CYCLOSPORINE DISPOSITION IN THE DOG

Abstract

Radioimmunoassay (RIA) and high performance liquid chromatography (HPLC) with ultraviolet absorbance detection have been compared as potential tools for cyclosporine pharmacokinetic studies in dogs. RIA clearly affords greater assay sensitivity, although crossreactivity with cyclosporine metabolites causes an over-estimation of parent drug concentrations with a subsequent reduction in the apparent values of clearance and volume of distribution. HPLC appears to be specific for parent cyclosporine. Thus, with the sacrifice of some sensitivity, HPLC-measured time-course data afford more reliable estimates of cyclosporine pharmacokinetic parameters. After the selection of a dosage regimen from preliminary studies, the pharmacokinetics of i.v.-administered cyclosporine were studied in six adult male mongrel dogs. Following administration of 20 mg/kg by constant-rate 30-min i.v. infusion the time courses of cyclosporine were studied in plasma and urine.
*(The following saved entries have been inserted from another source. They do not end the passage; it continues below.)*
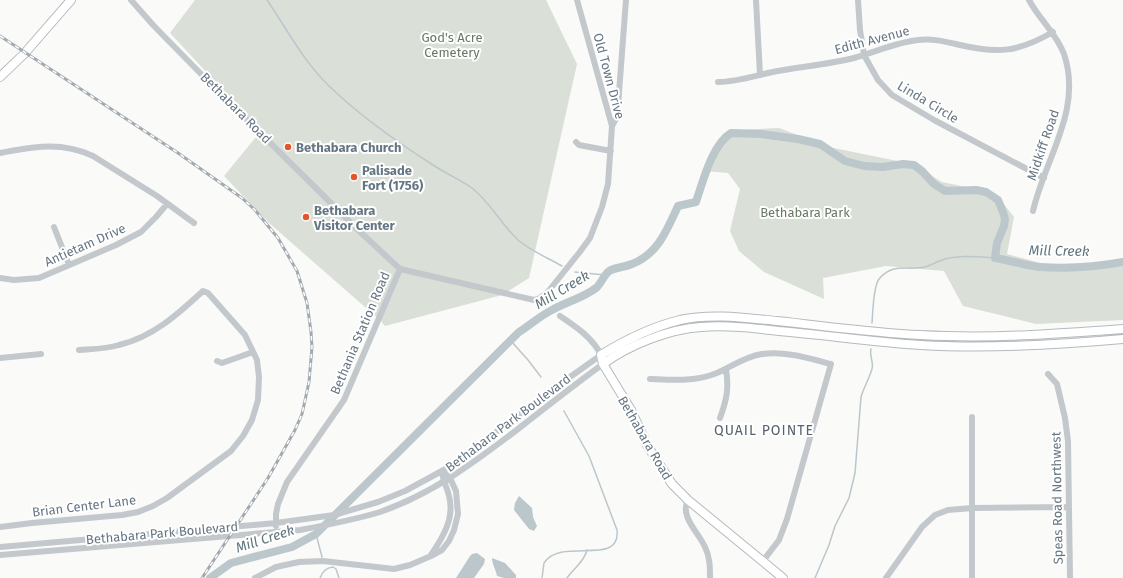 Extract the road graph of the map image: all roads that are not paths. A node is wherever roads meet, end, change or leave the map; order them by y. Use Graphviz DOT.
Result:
graph roads {
  1 [pos="71,0"];
  2 [pos="131,0"];
  3 [pos="578,0"];
  4 [pos="626,0"];
  5 [pos="756,0"];
  6 [pos="858,0"];
  7 [pos="1029,0"];
  8 [pos="1053,32"];
  9 [pos="864,55"];
  10 [pos="760,75"];
  11 [pos="0,77"];
  12 [pos="718,82"];
  13 [pos="612,126"];
  14 [pos="576,142"];
  15 [pos="611,151"];
  16 [pos="0,153"];
  17 [pos="1044,178"];
  18 [pos="167,204"];
  19 [pos="1033,211"];
  20 [pos="194,223"];
  21 [pos="54,227"];
  22 [pos="69,265"];
  23 [pos="400,268"];
  24 [pos="0,278"];
  25 [pos="534,300"];
  26 [pos="560,316"];
  27 [pos="1123,329"];
  28 [pos="1123,339"];
  29 [pos="79,350"];
  30 [pos="253,352"];
  31 [pos="41,354"];
  32 [pos="600,355"];
  33 [pos="0,358"];
  34 [pos="217,362"];
  35 [pos="603,364"];
  36 [pos="726,369"];
  37 [pos="1048,374"];
  38 [pos="650,378"];
  39 [pos="972,417"];
  40 [pos="720,418"];
  41 [pos="442,472"];
  42 [pos="450,478"];
  43 [pos="443,482"];
  44 [pos="688,500"];
  45 [pos="1069,507"];
  46 [pos="972,508"];
  47 [pos="276,523"];
  48 [pos="0,527"];
  49 [pos="276,532"];
  50 [pos="0,546"];
  51 [pos="0,555"];
  52 [pos="430,556"];
  53 [pos="763,561"];
  54 [pos="255,578"];
  55 [pos="710,578"];
  56 [pos="783,578"];
  57 [pos="886,578"];
  58 [pos="972,578"];
  59 [pos="1070,578"];
  1 -- 11 [label="main road"];
  2 -- 23 [label="street, Bethabara Road"];
  3 -- 13 [label="street, Old Town Drive"];
  4 -- 13 [label="street"];
  5 -- 10 [label="street"];
  6 -- 9 [label="street, Linda Circle"];
  7 -- 8 [label="street, Midkiff Road"];
  8 -- 9 [label="street, Edith Avenue"];
  8 -- 17 [label="street, Midkiff Road"];
  9 -- 10 [label="street, Edith Avenue"];
  9 -- 17 [label="street, Linda Circle"];
  10 -- 12 [label="street, Edith Avenue"];
  13 -- 15 [label="street, Old Town Drive"];
  14 -- 15 [label="street"];
  15 -- 25 [label="street, Old Town Drive"];
  16 -- 18 [label="street"];
  17 -- 19 [label="street, Midkiff Road"];
  18 -- 20 [label="street"];
  18 -- 22 [label="street, Antietam Drive"];
  21 -- 22 [label="street"];
  22 -- 24 [label="street, Antietam Drive"];
  23 -- 25 [label="street, Bethabara Road"];
  23 -- 47 [label="street, Bethania Station Road"];
  26 -- 32 [label="street, Bethabara Road"];
  27 -- 32 [label="main road, Bethabara Park Boulevard"];
  28 -- 35 [label="main road, Bethabara Park Boulevard"];
  29 -- 30 [label="street, Brian Center Lane"];
  30 -- 34 [label="street"];
  30 -- 48 [label="street, Brian Center Lane"];
  31 -- 33 [label="street"];
  32 -- 35 [label="main road, Bethabara Road"];
  32 -- 41 [label="street, Bethabara Park Boulevard"];
  35 -- 42 [label="street, Bethabara Park Boulevard"];
  35 -- 44 [label="main road, Bethabara Road"];
  36 -- 38 [label="street"];
  36 -- 40 [label="street"];
  36 -- 53 [label="street"];
  37 -- 45 [label="street, Speas Road Northwest"];
  39 -- 46 [label="street"];
  41 -- 42 [label="street"];
  41 -- 43 [label="street"];
  41 -- 47 [label="street, Bethabara Park Boulevard"];
  42 -- 43 [label="street, Bethabara Park Boulevard"];
  42 -- 52 [label="street"];
  43 -- 49 [label="street, Bethabara Park Boulevard"];
  43 -- 52 [label="street"];
  44 -- 53 [label="main road, Bethabara Road"];
  44 -- 55 [label="street"];
  45 -- 46 [label="street"];
  45 -- 59 [label="street, Speas Road Northwest"];
  46 -- 57 [label="street"];
  46 -- 58 [label="street"];
  47 -- 49 [label="street, Bethania Station Road"];
  47 -- 50 [label="street, Bethabara Park Boulevard"];
  49 -- 51 [label="street, Bethabara Park Boulevard"];
  52 -- 54 [label="street"];
  53 -- 56 [label="main road, Bethabara Road"];
} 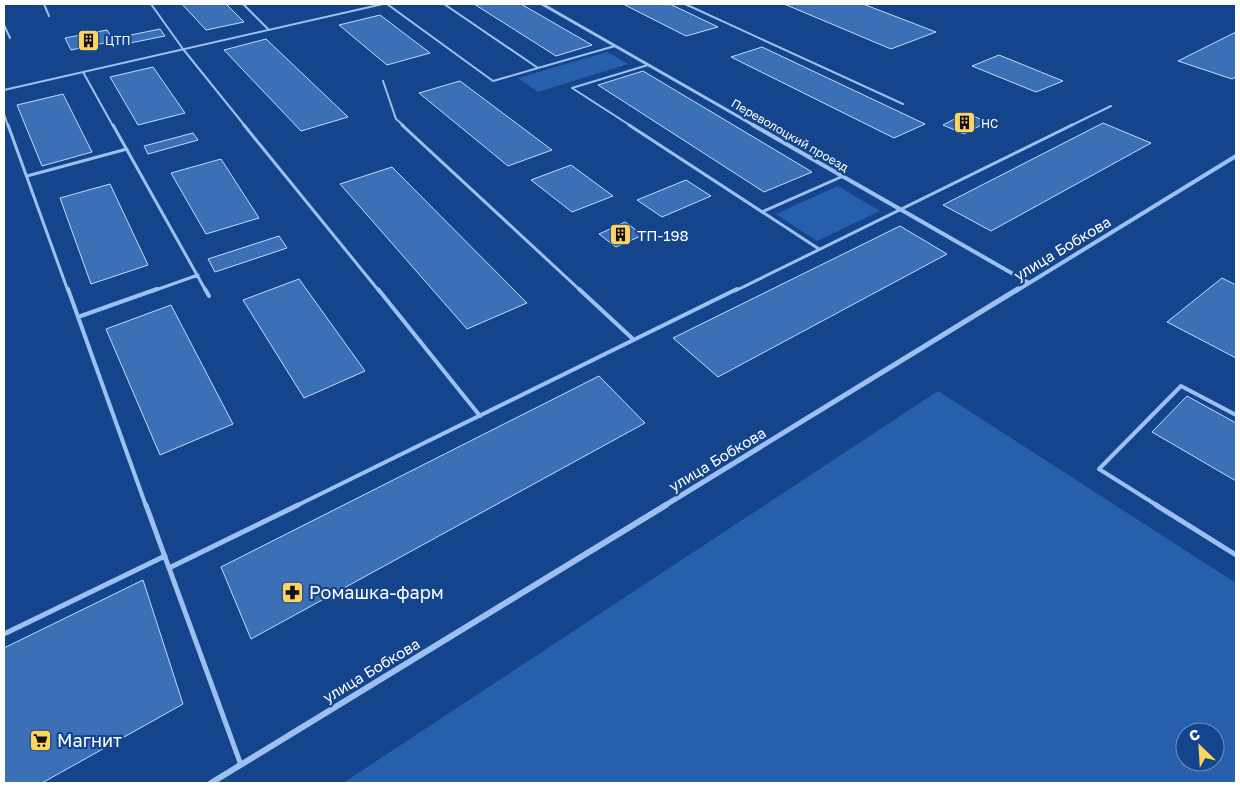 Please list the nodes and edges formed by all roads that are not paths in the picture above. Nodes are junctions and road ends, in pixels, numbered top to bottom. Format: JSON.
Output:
{"nodes":[{"id":1,"x":44,"y":4,"type":"edge"},
{"id":2,"x":151,"y":4,"type":"edge"},
{"id":3,"x":243,"y":4,"type":"edge"},
{"id":4,"x":383,"y":4,"type":"edge"},
{"id":5,"x":387,"y":4,"type":"edge"},
{"id":6,"x":444,"y":4,"type":"edge"},
{"id":7,"x":542,"y":4,"type":"edge"},
{"id":8,"x":685,"y":4,"type":"edge"},
{"id":9,"x":49,"y":16,"type":"dead end"},
{"id":10,"x":4,"y":25,"type":"edge"},
{"id":11,"x":269,"y":30,"type":"junction"},
{"id":12,"x":10,"y":38,"type":"dead end"},
{"id":13,"x":615,"y":46,"type":"junction"},
{"id":14,"x":183,"y":49,"type":"junction"},
{"id":15,"x":648,"y":64,"type":"junction"},
{"id":16,"x":538,"y":68,"type":"junction"},
{"id":17,"x":83,"y":72,"type":"junction"},
{"id":18,"x":383,"y":81,"type":"dead end"},
{"id":19,"x":4,"y":90,"type":"edge"},
{"id":20,"x":903,"y":104,"type":"dead end"},
{"id":21,"x":1111,"y":106,"type":"dead end"},
{"id":22,"x":4,"y":114,"type":"edge"},
{"id":23,"x":127,"y":149,"type":"junction"},
{"id":24,"x":1236,"y":156,"type":"edge"},
{"id":25,"x":27,"y":176,"type":"junction"},
{"id":26,"x":841,"y":177,"type":"junction"},
{"id":27,"x":901,"y":209,"type":"junction"},
{"id":28,"x":762,"y":212,"type":"junction"},
{"id":29,"x":819,"y":249,"type":"junction"},
{"id":30,"x":198,"y":275,"type":"junction"},
{"id":31,"x":1029,"y":283,"type":"junction"},
{"id":32,"x":209,"y":296,"type":"dead end"},
{"id":33,"x":78,"y":317,"type":"junction"},
{"id":34,"x":634,"y":340,"type":"junction"},
{"id":35,"x":1236,"y":415,"type":"edge"},
{"id":36,"x":480,"y":416,"type":"junction"},
{"id":37,"x":1236,"y":555,"type":"edge"},
{"id":38,"x":165,"y":556,"type":"junction"},
{"id":39,"x":169,"y":568,"type":"junction"},
{"id":40,"x":4,"y":634,"type":"edge"},
{"id":41,"x":241,"y":765,"type":"junction"},
{"id":42,"x":210,"y":783,"type":"edge"}],
"edges":[{"from":1,"to":9,"type":"lane"},
{"from":2,"to":14,"type":"lane"},
{"from":3,"to":11,"type":"lane"},
{"from":4,"to":11,"type":"lane"},
{"from":5,"to":16,"type":"lane"},
{"from":6,"to":16,"type":"lane"},
{"from":7,"to":13,"type":"street","name":"Переволоцкий проезд"},
{"from":8,"to":20,"type":"lane"},
{"from":10,"to":12,"type":"lane"},
{"from":11,"to":14,"type":"lane"},
{"from":13,"to":15,"type":"street","name":"Переволоцкий проезд"},
{"from":13,"to":16,"type":"lane"},
{"from":14,"to":17,"type":"lane"},
{"from":14,"to":36,"type":"lane"},
{"from":15,"to":26,"type":"street","name":"Переволоцкий проезд"},
{"from":15,"to":28,"type":"lane"},
{"from":17,"to":19,"type":"lane"},
{"from":17,"to":23,"type":"lane"},
{"from":18,"to":34,"type":"lane"},
{"from":21,"to":27,"type":"lane"},
{"from":22,"to":25,"type":"lane"},
{"from":23,"to":25,"type":"lane"},
{"from":23,"to":30,"type":"lane"},
{"from":24,"to":31,"type":"street","name":"улица Бобкова"},
{"from":25,"to":33,"type":"lane"},
{"from":26,"to":27,"type":"street","name":"Переволоцкий проезд"},
{"from":26,"to":28,"type":"lane"},
{"from":27,"to":29,"type":"lane"},
{"from":27,"to":31,"type":"street","name":"Переволоцкий проезд"},
{"from":28,"to":29,"type":"lane"},
{"from":29,"to":34,"type":"lane"},
{"from":30,"to":32,"type":"lane"},
{"from":30,"to":33,"type":"lane"},
{"from":31,"to":41,"type":"street","name":"улица Бобкова"},
{"from":33,"to":38,"type":"lane"},
{"from":34,"to":36,"type":"lane"},
{"from":35,"to":37,"type":"lane"},
{"from":36,"to":39,"type":"lane"},
{"from":38,"to":39,"type":"lane"},
{"from":38,"to":40,"type":"lane"},
{"from":39,"to":41,"type":"lane"},
{"from":41,"to":42,"type":"street","name":"улица Бобкова"}]}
Concentrations were measured by reversed-phase HPLC with ultraviolet absorbance detection. Data were fitted to triexponential equations using a digital computer with the CSTRIP and NONLIN programs, and pharmacokinetic parameters were calculated. Present findings suggest that cyclosporine is slowly yet extensively distributed into peripheral body regions that might serve as slowly releasing storage areas. Large volumes of distribution along with moderately slow clearances resulted in long half-lives for the disposition of cyclosporine. Less than 1% of the administered dose was recovered as parent cyclosporine in the urine, suggesting that renal clearance of cyclosporine was negligible. The potential relevance of present findings to cyclosporine therapy of transplant patients is discussed.